Gather up every line from the entries below that uses the word "paths".
BEGIN Provided data
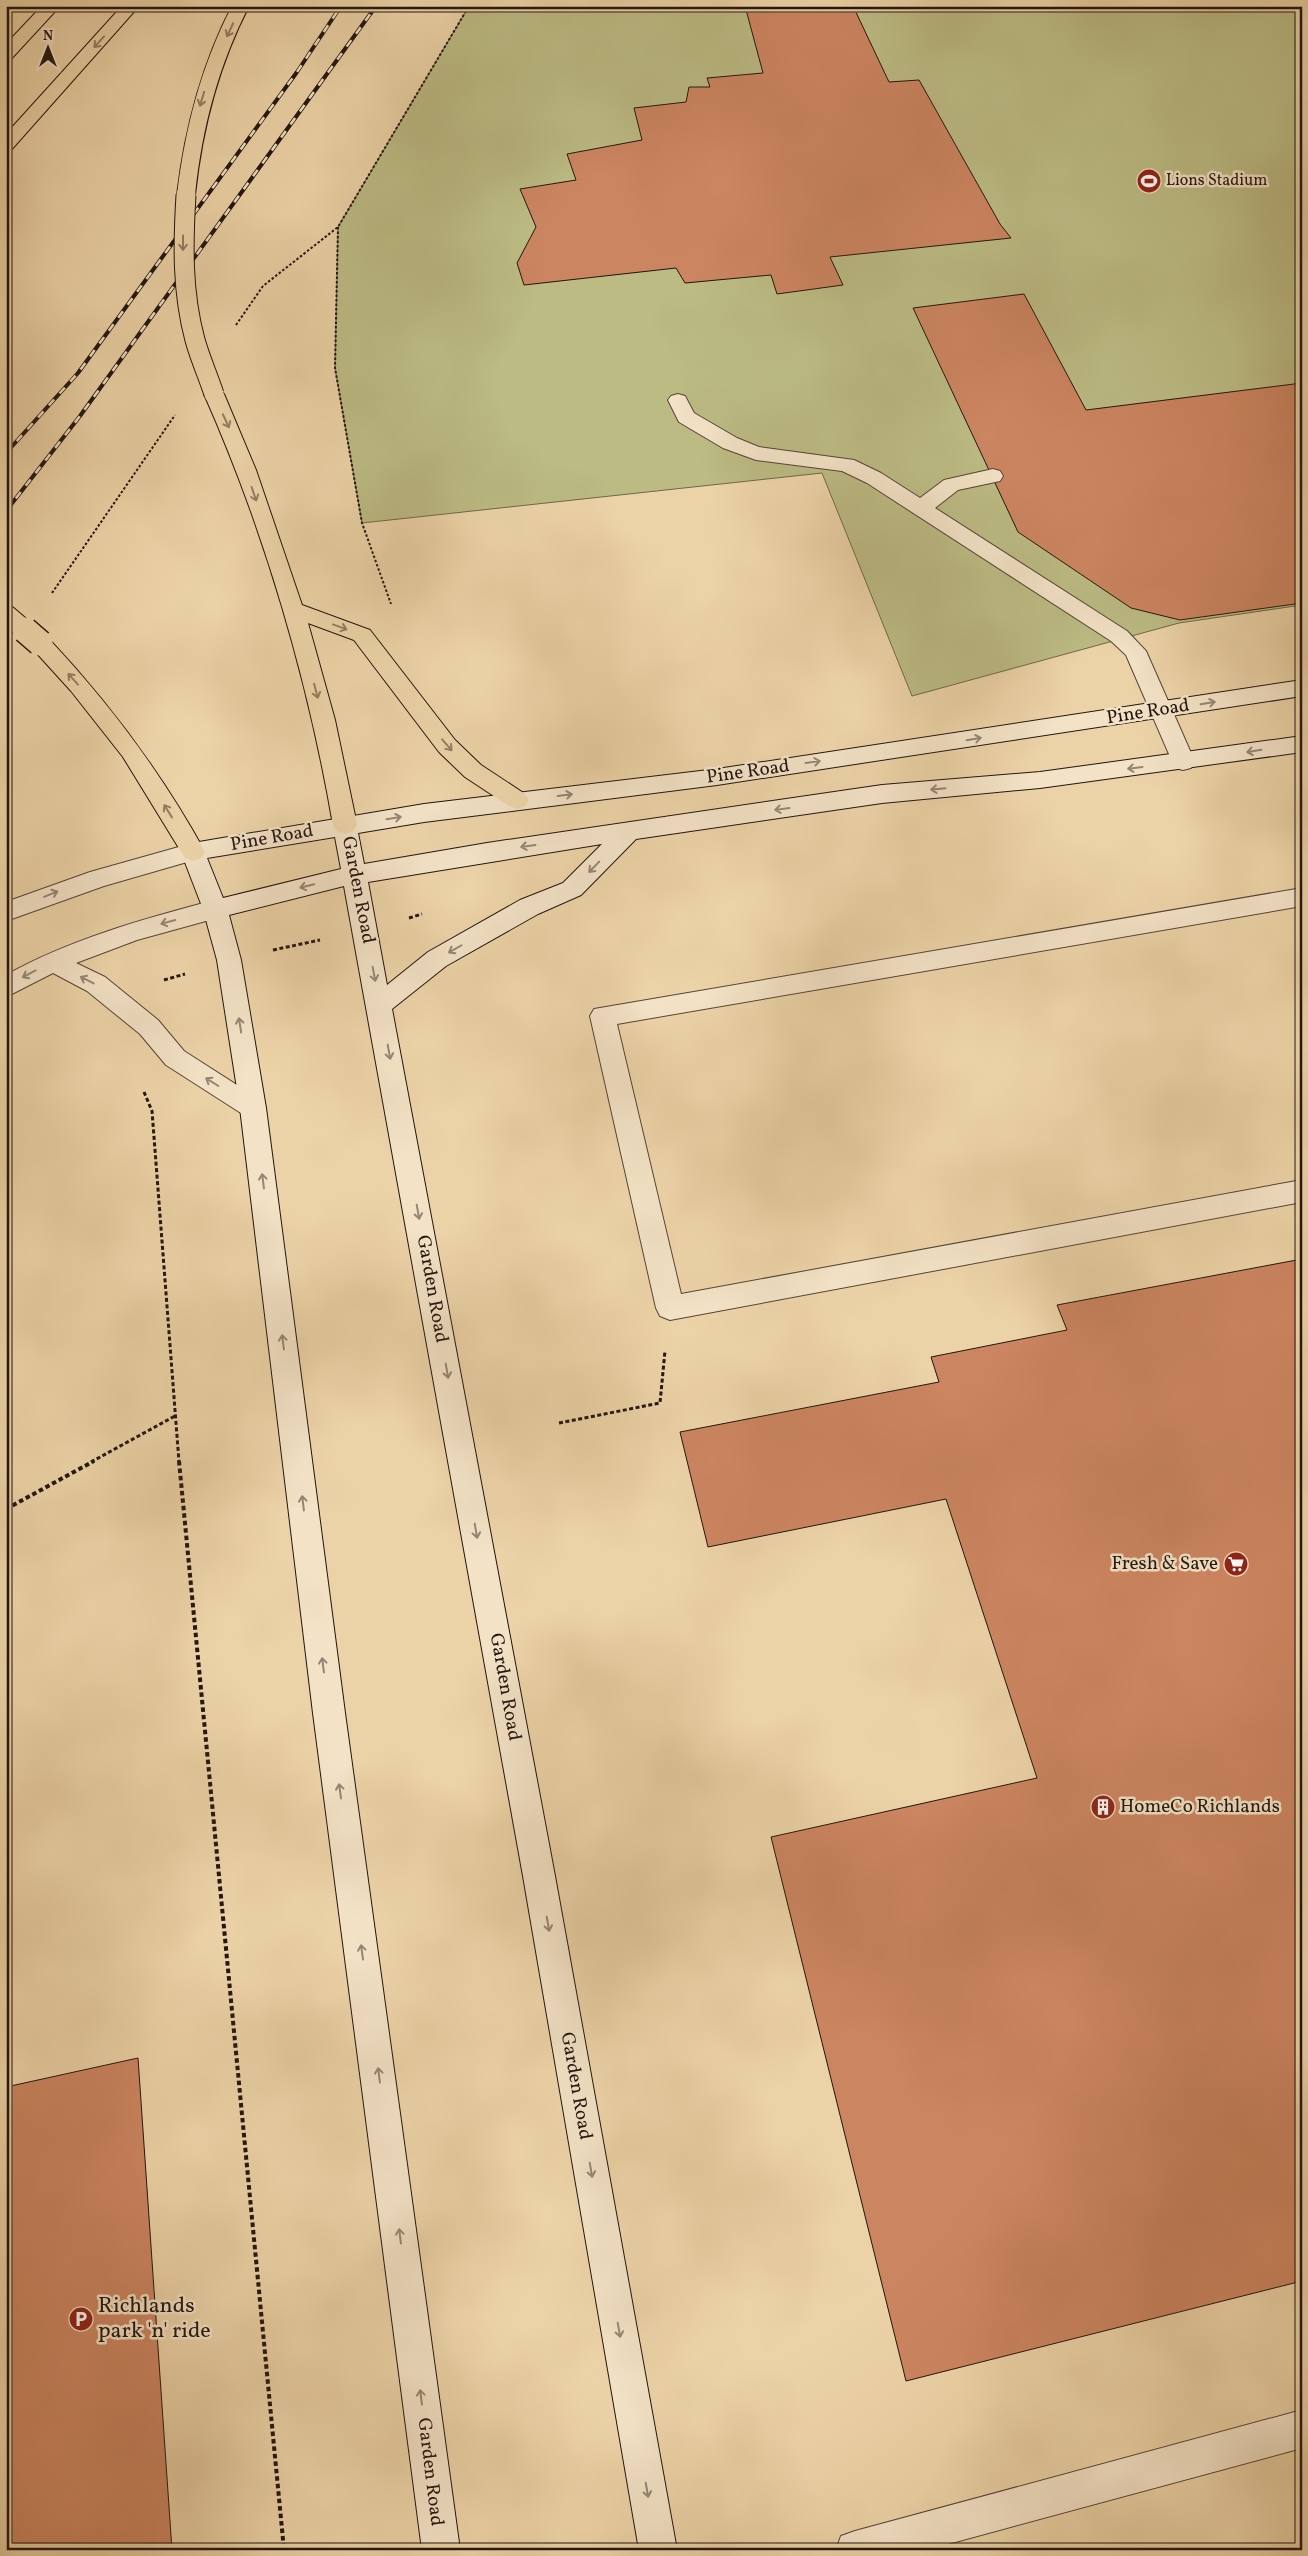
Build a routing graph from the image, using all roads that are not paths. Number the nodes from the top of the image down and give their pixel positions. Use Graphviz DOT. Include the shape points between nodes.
END Provided data
BEGIN Provided data
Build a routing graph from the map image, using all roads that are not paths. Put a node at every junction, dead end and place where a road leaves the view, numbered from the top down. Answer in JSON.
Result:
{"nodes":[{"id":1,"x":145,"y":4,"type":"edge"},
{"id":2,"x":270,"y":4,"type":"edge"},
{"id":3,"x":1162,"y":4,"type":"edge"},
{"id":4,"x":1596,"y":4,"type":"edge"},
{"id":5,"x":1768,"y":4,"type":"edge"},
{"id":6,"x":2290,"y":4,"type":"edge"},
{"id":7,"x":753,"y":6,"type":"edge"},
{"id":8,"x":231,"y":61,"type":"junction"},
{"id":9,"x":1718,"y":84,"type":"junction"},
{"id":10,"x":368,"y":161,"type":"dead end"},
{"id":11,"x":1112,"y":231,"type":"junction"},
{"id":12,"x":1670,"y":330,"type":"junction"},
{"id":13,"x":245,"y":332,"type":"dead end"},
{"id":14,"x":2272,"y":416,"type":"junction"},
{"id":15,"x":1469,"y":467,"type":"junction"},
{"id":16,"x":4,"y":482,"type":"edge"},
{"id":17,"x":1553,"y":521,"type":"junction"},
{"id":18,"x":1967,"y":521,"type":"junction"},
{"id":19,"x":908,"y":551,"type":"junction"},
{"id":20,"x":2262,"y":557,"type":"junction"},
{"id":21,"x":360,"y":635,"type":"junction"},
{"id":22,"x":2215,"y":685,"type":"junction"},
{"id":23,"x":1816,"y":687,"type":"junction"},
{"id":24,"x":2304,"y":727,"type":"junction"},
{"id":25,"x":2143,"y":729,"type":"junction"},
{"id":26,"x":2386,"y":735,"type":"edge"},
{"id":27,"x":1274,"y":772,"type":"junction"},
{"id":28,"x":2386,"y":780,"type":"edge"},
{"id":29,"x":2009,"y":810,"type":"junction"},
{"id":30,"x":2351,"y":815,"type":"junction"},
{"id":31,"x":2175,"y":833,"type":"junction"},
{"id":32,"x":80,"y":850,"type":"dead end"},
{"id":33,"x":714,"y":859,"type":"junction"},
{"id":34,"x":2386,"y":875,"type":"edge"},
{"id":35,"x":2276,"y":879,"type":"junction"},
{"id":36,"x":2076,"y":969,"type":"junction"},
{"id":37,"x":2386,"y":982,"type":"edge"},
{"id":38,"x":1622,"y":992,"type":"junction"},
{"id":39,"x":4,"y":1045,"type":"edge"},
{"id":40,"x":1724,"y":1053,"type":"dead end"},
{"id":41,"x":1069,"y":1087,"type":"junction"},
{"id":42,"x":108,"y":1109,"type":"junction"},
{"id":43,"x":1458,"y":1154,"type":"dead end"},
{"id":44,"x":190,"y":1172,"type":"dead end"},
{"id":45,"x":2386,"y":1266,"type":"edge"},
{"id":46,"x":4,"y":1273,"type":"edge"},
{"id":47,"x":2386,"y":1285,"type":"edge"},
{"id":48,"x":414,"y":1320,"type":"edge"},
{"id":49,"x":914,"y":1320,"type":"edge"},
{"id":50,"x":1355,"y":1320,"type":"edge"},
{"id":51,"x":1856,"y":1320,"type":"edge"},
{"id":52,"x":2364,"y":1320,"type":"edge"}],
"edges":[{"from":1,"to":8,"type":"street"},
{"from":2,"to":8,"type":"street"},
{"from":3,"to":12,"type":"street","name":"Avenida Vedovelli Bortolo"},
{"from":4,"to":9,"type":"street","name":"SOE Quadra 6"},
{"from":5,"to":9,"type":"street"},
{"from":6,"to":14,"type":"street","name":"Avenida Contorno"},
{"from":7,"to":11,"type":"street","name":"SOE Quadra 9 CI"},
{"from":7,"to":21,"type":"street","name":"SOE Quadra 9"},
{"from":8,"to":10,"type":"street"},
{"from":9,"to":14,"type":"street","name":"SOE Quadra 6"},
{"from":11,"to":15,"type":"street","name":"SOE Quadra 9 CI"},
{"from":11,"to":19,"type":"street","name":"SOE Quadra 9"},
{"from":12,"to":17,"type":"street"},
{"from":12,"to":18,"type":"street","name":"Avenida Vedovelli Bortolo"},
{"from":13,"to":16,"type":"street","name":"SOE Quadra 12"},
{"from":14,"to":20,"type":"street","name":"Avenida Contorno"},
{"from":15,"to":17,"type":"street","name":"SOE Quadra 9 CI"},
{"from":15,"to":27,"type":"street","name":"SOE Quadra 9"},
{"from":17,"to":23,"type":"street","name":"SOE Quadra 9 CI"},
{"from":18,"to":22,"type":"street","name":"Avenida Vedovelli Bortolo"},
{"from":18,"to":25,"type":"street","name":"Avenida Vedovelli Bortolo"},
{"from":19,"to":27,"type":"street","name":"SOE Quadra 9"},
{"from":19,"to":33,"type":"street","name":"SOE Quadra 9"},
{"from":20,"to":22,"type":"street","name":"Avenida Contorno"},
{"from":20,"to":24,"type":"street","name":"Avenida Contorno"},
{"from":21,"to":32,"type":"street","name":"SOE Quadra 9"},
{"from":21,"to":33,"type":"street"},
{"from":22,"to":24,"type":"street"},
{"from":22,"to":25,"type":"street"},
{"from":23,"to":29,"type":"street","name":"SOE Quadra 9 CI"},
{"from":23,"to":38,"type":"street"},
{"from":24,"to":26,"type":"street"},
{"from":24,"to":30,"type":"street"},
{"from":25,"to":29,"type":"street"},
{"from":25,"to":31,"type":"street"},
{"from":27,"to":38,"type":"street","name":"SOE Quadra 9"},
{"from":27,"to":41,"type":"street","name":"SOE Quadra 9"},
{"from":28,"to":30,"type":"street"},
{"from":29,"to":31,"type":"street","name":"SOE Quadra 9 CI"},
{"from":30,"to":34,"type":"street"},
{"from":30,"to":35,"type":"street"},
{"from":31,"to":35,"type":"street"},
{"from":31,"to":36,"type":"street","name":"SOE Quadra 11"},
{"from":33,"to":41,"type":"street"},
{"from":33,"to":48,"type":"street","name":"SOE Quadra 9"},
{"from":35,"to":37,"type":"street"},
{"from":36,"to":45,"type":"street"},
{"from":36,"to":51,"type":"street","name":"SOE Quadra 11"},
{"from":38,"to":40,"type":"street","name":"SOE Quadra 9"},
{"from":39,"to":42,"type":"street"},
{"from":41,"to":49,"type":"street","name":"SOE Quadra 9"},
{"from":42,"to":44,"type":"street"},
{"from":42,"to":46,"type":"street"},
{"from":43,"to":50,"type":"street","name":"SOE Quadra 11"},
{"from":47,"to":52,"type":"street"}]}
END Provided data
__Problem solution__:
Build a routing graph from the image, using all roads that are not paths. Number the nodes from the top of the image down and give their pixel positions. Use Graphviz DOT. Include the shape points between nodes.
Build a routing graph from the map image, using all roads that are not paths. Put a node at every junction, dead end and place where a road leaves the view, numbered from the top down. Answer in JSON.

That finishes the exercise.